The Wharf Rats began during the early 1980s as a group of Deadheads under the name "The Wharf Rat Group of Alcoholics Anonymous". The Wharf Rats originally came from a small group of Narcotics Anonymous members who went to a Grateful Dead concert in Philadelphia and located each other by their yellow balloons with the NA symbol drawn on in Magic Marker. However due to operational differences they soon split off from Narcotics Anonymous, and are not affiliated with them, AA, or any other twelve-step program (though many of members of the Wharf Rats are members of AA, NA or other 12-step programs). The Wharf Rats see themselves as "a group of friends sharing a common bond, providing support, information and some traction in an otherwise slippery environment." The relationship between the Wharf Rats and more traditional such groups has been studied in the academic journal Deviant Behavior.

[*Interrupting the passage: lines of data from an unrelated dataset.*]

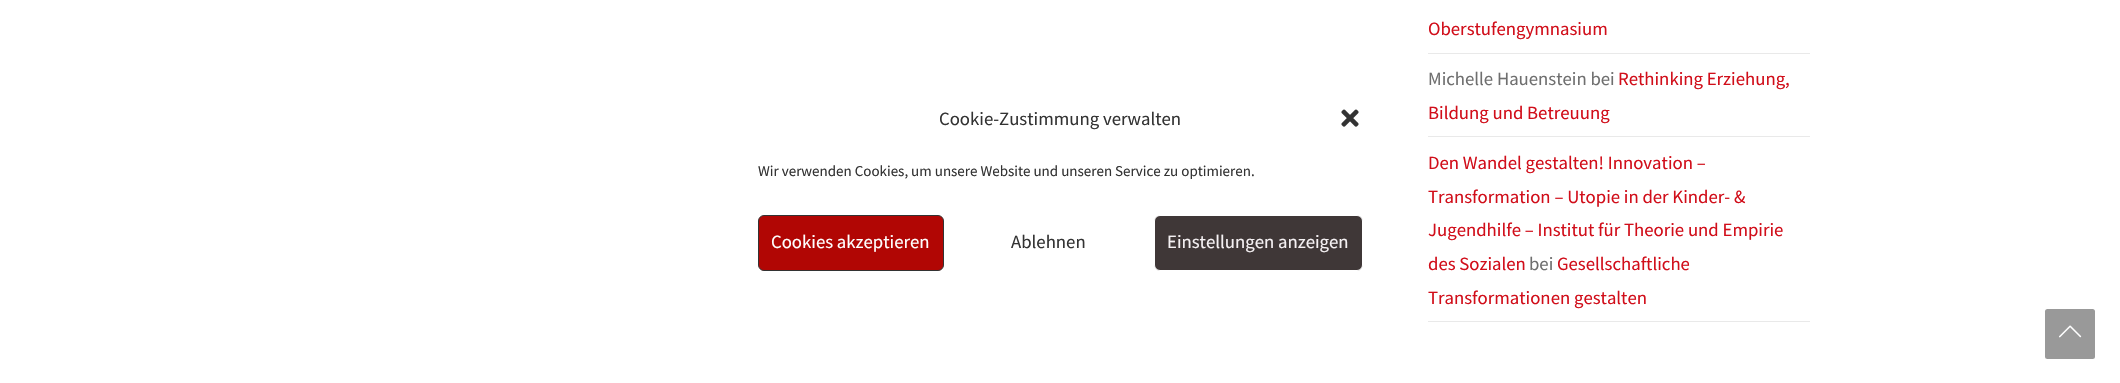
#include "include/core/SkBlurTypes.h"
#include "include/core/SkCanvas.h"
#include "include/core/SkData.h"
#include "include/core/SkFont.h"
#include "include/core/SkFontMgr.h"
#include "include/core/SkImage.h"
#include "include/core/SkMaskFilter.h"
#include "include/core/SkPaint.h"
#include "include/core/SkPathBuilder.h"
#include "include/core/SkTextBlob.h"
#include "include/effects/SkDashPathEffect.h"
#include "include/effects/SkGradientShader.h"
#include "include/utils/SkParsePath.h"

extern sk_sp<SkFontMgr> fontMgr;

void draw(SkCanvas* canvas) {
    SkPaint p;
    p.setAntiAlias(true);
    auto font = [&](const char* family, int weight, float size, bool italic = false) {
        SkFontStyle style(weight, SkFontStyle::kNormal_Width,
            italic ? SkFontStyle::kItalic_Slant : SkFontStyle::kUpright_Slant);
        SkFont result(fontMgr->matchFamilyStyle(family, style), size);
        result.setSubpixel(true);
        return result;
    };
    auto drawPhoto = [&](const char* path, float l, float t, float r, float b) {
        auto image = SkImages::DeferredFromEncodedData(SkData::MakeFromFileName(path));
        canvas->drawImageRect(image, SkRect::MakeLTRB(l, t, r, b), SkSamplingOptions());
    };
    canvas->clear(0xFFFFFFFF);
    auto font1 = font("Source Sans Pro", 400, 18.75f);
    p.setColor(0xFF333333);
    canvas->drawString("Cookie-Zustimmung verwalten", 939, 125, font1, p);
    drawPhoto("media/1.png", 1341, 109, 1359, 127);
    auto font2 = font("Source Sans Pro", 400, 15);
    canvas->drawString("Wir verwenden Cookies, um unsere Website und unseren Service zu optimieren.", 758, 176, font2, p);
    p.setColor(0xFFB10604);
    canvas->drawRoundRect(SkRect::MakeLTRB(758.5f, 215.5f, 943.5f, 270.5f), 5.5f, 5.5f, p);
    p.setStyle(SkPaint::kStroke_Style);
    p.setStrokeWidth(1);
    p.setColor(0xFF333333);
    canvas->drawRoundRect(SkRect::MakeLTRB(758.5f, 215.5f, 943.5f, 270.5f), 5.5f, 5.5f, p);
    p.setStyle(SkPaint::kFill_Style);
    p.setColor(0xFFFFFFFF);
    canvas->drawString("Cookies akzeptieren", 771, 248, font1, p);
    p.setColor(0xFF333333);
    canvas->drawString("Ablehnen", 1011, 248, font1, p);
    p.setColor(0xFF3F3737);
    canvas->drawRoundRect(SkRect::MakeLTRB(1154.5f, 215.5f, 1362.5f, 270.5f), 5.5f, 5.5f, p);
    p.setStyle(SkPaint::kStroke_Style);
    p.setColor(0xFFFFFFFF);
    canvas->drawRoundRect(SkRect::MakeLTRB(1154.5f, 215.5f, 1362.5f, 270.5f), 5.5f, 5.5f, p);
    p.setStyle(SkPaint::kFill_Style);
    p.setColor(0xFFF5F1F3);
    canvas->drawString("Einstellungen anzeigen", 1167, 248, font1, p);
    p.setColor(0xFFE9E9E9);
    canvas->drawRect(SkRect::MakeLTRB(1428, 53, 1810, 54), p);
    p.setColor(0xFFD10E1A);
    canvas->drawString("Oberstufengymnasium", 1428, 35, font1, p);
    p.setColor(0xFFE9E9E9);
    canvas->drawRect(SkRect::MakeLTRB(1428, 136, 1810, 137), p);
    p.setColor(0xFF6F6F6F);
    canvas->drawString("Michelle Hauenstein bei", 1428, 85, font1, p);
    p.setColor(0xFFD10E1A);
    canvas->drawString("Rethinking Erziehung,", 1618, 85, font1, p);
    canvas->drawString("Bildung und Betreuung", 1428, 119, font1, p);
    p.setColor(0xFFE9E9E9);
    canvas->drawRect(SkRect::MakeLTRB(1428, 321, 1810, 322), p);
    p.setColor(0xFFD10E1A);
    {
        const struct { const char* s; float x, y; } items[] = {
            {"Den Wandel gestalten! Innovation –", 1428, 169},
            {"Transformation – Utopie in der Kinder- &", 1428, 203},
            {"Jugendhilfe – Institut für Theorie und Empirie", 1428, 236},
            {"des Sozialen", 1428, 270},
        };
        for (auto [s, x, y] : items) {
            canvas->drawString(s, x, y, font1, p);
        }
    }
    p.setColor(0xFF6F6F6F);
    canvas->drawString("bei", 1529, 270, font1, p);
    p.setColor(0xFFD10E1A);
    canvas->drawString("Gesellschaftliche", 1557, 270, font1, p);
    canvas->drawString("Transformationen gestalten", 1428, 304, font1, p);
    p.setColor(0xFF999999);
    canvas->drawRoundRect(SkRect::MakeLTRB(2045, 309, 2095, 359), 2.5f, 2.5f, p);
    drawPhoto("media/2.png", 2059, 325, 2082, 338);
}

While the Wharf Rats originated at Grateful Dead concerts, they now have a presence at other concerts as well. Similar groups include The Phellowship for Phish, The Gateway for Widespread Panic, The Jellyfish for The String Cheese Incident, Much Obliged for Umphrey's McGee, Happy Hour Heroes for moe., the Digital Buddhas for The Disco Biscuits, Better Than Before for The Werks, the Hummingbirds for Bassnectar, and the Sunny Bunny Recovery for Ween, Dustie Baggies for Billy Strings and The Hot Tea Party for Goose—all based on the Wharf Rats, which remain the best-known.

The name of this group comes from the 1971 Dead song "Wharf Rat" (written by Jerry Garcia and Robert Hunter and appearing on Skull & Roses), which contains the self-told story of August West, a down-and-out dockside wino. By at least one interpretation, the song was aimed partly at Deadheads.